4.2. Spessartine + CO2 Formation and Possible Implications for Diamond or Graphite Genesis

In the Earth’s mantle, Mn predominantly enters silicates, oxides, carbonates, and sulfides. Concentrations of MnO in mantle silicates are relatively low and amount, on average, to 0.05–0.35 wt.% in olivine [63], 0.06–0.20 wt.% in pyroxenes [64], and 0.2–0.4 wt.% in garnets [59,65,66]. Detailed investigation of the Mn content in these minerals was performed for geothermometry [64,65], and as a result, a wealth of data is available that let one notice mantle silicates with increased Mn concentrations.
The most interesting problem to discuss in these terms is a possible genesis of unusually Fe- and Mn-enriched garnets in assemblage with diamonds in several large localities worldwide: (1) Finsch kimberlite pipe, (2) West Greenland and Western Alps UHP terranes, and (3) Dachine, French Guiana. Diamonds of eclogitic paragenesis at Finsch kimberlitic pipe contain Fe- and Mn-enriched garnets as inclusions [13,14,15,16,17]. These garnets contain 15–27 wt.% FeO and up to 1.6 wt.% MnO [13]; they also demonstrate a positive correlation between MnO contents and Sr isotopic compositions. Isotopic characteristics showed that the carbon source for these diamonds was a protolith consisting of subducted oceanic crust enriched in Mn and Fe [16]. Formation conditions of these garnet inclusions are estimated to be 150–200 km and 900–1200 °C [13]. Diamond-bearing ultra-high pressure rocks from West Greenland and Western Alps demonstrate protoliths characterized by higher Fe and Mn contents that resulted from ocean-floor hydrothermal alteration compared to protoliths of both continental and oceanic affinity from other UHP terranes [18,19,20]. Diamonds in these rocks occurred within spessartine-rich garnet as inclusions in syngenetic association with C–O–H fluid inclusions, SiO2, and magnesite [18]. Diamonds from Dachine, French Guiana have unique eclogitic inclusions of Mn-rich garnet with MnO content of 12.8–18.8 wt.% [17]. The carbon source for these diamonds was established to be of crustal (seafloor) origin. All studies described above imply the participation of ocean crust materials as a source for both Mn-rich garnet formation and diamond crystallization. These sources, on the one hand, can be oceanic Mn-rich nodules and organic carbon and, on the other hand, Mn-carbonates, e.g., rhodochrosite.
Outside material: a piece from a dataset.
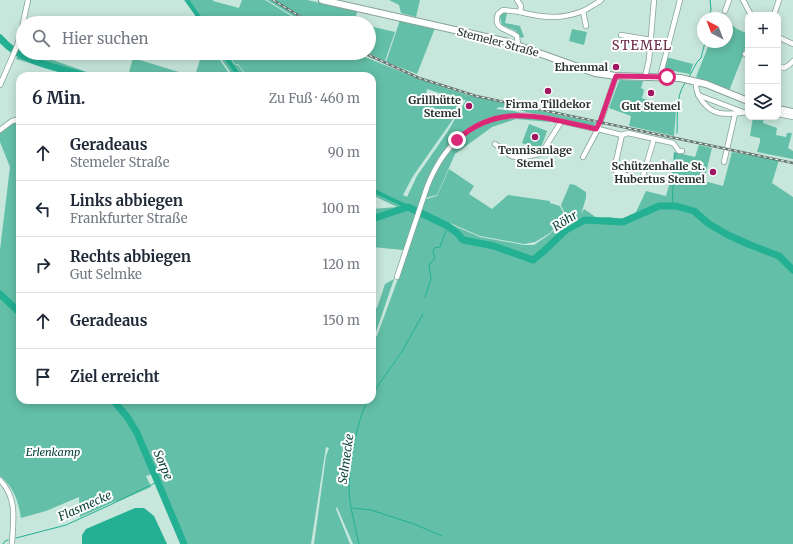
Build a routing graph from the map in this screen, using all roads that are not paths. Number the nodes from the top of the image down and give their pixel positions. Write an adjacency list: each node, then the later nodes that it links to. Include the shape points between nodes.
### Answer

The data obtained in the present study demonstrate that rhodochrosite-involving decarbonation reactions can be a viable source for the spessartine component in diamond-assembling garnets and CO2 fluid, acting as a carbon source for diamond crystallization.

5. Conclusions

  • Our HP-HT experiments with a specially designed hematite-buffered high-pressure cell showed that decarbonation in the MnCO3-SiO2-Al2O3 system resulted in the formation of a CO2-fluid and spessartine at 870 ± 20 °C (3.0 GPa), 1070 ± 20 °C (6.3 GPa), and 1170 ± 20 °C (7.5 GPa) along a hot subduction P-T path.
  • Using the mass spectrometry method (IRMS), the effectiveness of the hematite buffer was demonstrated, and it was shown that the composition of the fluid, liberated as a result of decarbonation, corresponded to pure CO2.
  • An experimental reconstruction of the position of the decarbonation curve leading to the formation of a CO2-fluid in assemblage with spessartine was carried out in P-T space. It was found that the experimentally determined decarbonation curve for the formation of spessartine + CO2 was located 300–350 °C lower than that for pyrope + CO2. Our results indicate that the formation of spessartine + CO2 from the decarbonation of rhodochrosite under hot subduction settings would occur at a depth of ~90 km and 850–900 °C and at 190–225 km depth and 1070–1170 °C.
  • We experimentally demonstrated that (1) the presence of rhodochrosite as solid solution with Mg,Ca-carbonates in the subducting slab can result in a significant decrease of the decarbonation temperatures, and (2) rhodochrosite decarbonation is an important reaction to explain the relationship between Mn-rich garnets and diamonds with subduction/crustal isotopic signature.

Author Contributions

Conceptualization, Y.V.B. and Y.N.P.; Data curation, Y.V.B. and Y.N.P.; Formal analysis, Y.V.B. and I.D.N.; Funding acquisition, Y.V.B.; Investigation, Y.V.B., A.N.K., and I.D.N.; Methodology, A.N.K. and Y.N.P.; Project administration, Y.V.B.; Visualization, Y.V.B. and I.D.N.; Writing—Original draft, Y.V.B.; Writing—Review & editing, Y.N.P. All authors have read and agreed to the published version of the manuscript.

Funding

This research was funded by Russian Foundation for Basic Research, grant number 18-35-20016, and by state assignment of IGM SB RAS.

Acknowledgments

The authors express their sincere thanks to Vadim N. Reutsky for the help in implementation of mass spectrometry analyses and to Yuri M. Borzdov and Alexander G. Sokol for scientific consultation.

Conflicts of Interest

The authors declare no conflict of interest. The funders had no role in the design of the study; in the collection, analyses, or interpretation of data; in the writing of the manuscript, or in the decision to publish the results.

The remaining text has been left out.